Personal finance educator Jennifer Jordan believes that the root of money management lies in psychology. “A lot of peoples’ issues with money are psychological and based on emotion,” explains Jennifer. She teaches her students how to have power over their money — not the other way around.
Students at Madeira High School are offered Jennifer’s personal finance class both for high school credit and college credit. The bulk of Jennifer’s curriculum is comprised of budgeting, investing, mutual funds, bonds, stocks, debt and fraud. In the beginning of the 18-week period, students start with basic personal finance principles, such as delayed gratification.
Jennifer’s students have won scholarships in the H&R Block Budget Challenge over the past three years.
The questions she poses to students are simple: How many days could you go without rewearing a shirt? “I ask them what the 10 dollars they spend on another t-shirt could amount to in the future. Adding it to savings, to an emergency fund, etc.”
Teaching wasn’t always the end goal for Jennifer. She was working at Fifth Third Bank while attending college as a marketing major, eventually taking a semester off and working full-time. It was then that she realized she may be pursuing the wrong career. “I started working with women whose husbands had passed away,” explains Jennifer. “They couldn’t write a check. They had no concept of money. ‘My husband did that,’ they’d say.”
Madeira High School Students won the H&R Block Budget Challenge and were awarded $2,500.
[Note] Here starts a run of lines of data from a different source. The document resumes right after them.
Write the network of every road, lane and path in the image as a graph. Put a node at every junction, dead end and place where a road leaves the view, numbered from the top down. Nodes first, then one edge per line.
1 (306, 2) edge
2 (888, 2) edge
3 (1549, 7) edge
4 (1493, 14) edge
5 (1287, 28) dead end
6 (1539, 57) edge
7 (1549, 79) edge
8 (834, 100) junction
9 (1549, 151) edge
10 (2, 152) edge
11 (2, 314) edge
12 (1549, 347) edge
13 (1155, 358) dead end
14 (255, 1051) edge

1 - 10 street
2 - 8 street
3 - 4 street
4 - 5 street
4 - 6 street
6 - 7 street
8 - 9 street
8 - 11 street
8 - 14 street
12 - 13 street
She describes it as a “perfect storm” in her life. She wanted to combine her interest in business with her passion for helping others. “We all look up to teachers,” she says. “Some of our first role models are teachers.” It took her two and a half years to finish her MBA in Business Education. Her first teaching job was at Hamilton High School for four years before applying to Madeira High School, where she works now. She has just started her 23rd year of teaching.
Jennifer’s curriculum transcends the traditional teach-from-the-textbook model. She designed a career project, which entails an in-depth investigation into a potential job. After researching a career, students find an apartment, pick a car, estimate future household expenses, create a 2-week menu, a grocery list, and make tough decisions to balance a zero-based balanced budget. “After taxes, that $60,000 per year really isn’t $5,000 a month. It’s closer $2,600,” she says.
Madeira High School students have participated in the Ohio Personal Finance Challenge for the past six years.
Madeira School District has participated in student finance challenges that have created scholarship opportunities for students. “H&R Block sponsoring the Budget Challenge was a game changer for hundreds of thousands of kids across the U.S.,” Jennifer explains. Essentially a cash management simulation, students are challenged to balance a checkbook, pay bills, and manage money over a period of time. “They learn so much whether or not they win. Maybe they made a mistake — they misread a bill. Or had to deal with unexpected events, like a car accident.”
The H&R Block Budget Challenge simulation covers everything from investing, to taxes, to paying bills on time. The simulation encourages students to learn the nuances of money management via positive reinforcement — specifically scholarships. “Over the last 3 years, I’ve had 23 kids earn $20,000 each towards college,” noting the nearly half a million dollars in scholarships her students have won.
Madeira High School students participated in the Ohio Personal Finance Challenge.
Jennifer also has students participate in the Ohio Personal Finance Challenge, where Madeira High School has swept the state competition, and moved on to represent the State of Ohio at the National Personal Finance Challenge for the last 6 years. In addition, students participate in an online stock market game. Jennifer incorporates news stories and YouTube videos on current topics, involving students with real-life issues. She is constantly looking for new and engaging ways to make her curriculum relevant beyond the classroom walls.
What sets Madeira High School apart is that every student is required to take a semester of financial literacy as a graduation requirement. “The school board made the decision and it’s really had a positive impact on our students,” explains Jennifer. “I have a mountain of support from the community, the staff and the administration. They’re giving these kids a solid opportunity to learn before they leave our school, before they get into debt.”
Students represented the State of Ohio at the National Personal Finance Challenge.
Another game changer to stay connected and engaged with students is social media. Through LinkedIn and Facebook, her relationships with students have stood the test of time. “My relationships with the kids are really important even after they graduate,” she says. “It’s really all about the students. I don’t want them to worry about money. Their money should work for them.”
Part of helping students build strong financial futures is developing new initiatives for the school’s personal finance program. Jennifer’s next educational venture is to start a “Millionaire’s Club,” for high school seniors to meet monthly to discuss personal finance goals, and ultimately enter regional finance competitions. She’s also working on connecting upperclassmen to younger students for a mentorship program at the local elementary school.
Students excelled at the Ohio Personal Finance Challenge, where they moved on to Nationals.
Jennifer believes that teaching kids financial literacy when they are young is a key to later success. Educating teachers on the best methods to deliver content with flexibility and dedication will also foster a positive learning environment for young minds. “Your best teachers are the ones who are living by what they’re telling the kids to do,” says Jennifer.
Practical Money Skills would like to commend Jennifer Jordan on her ongoing efforts and commitment to financial literacy at Madeira High School.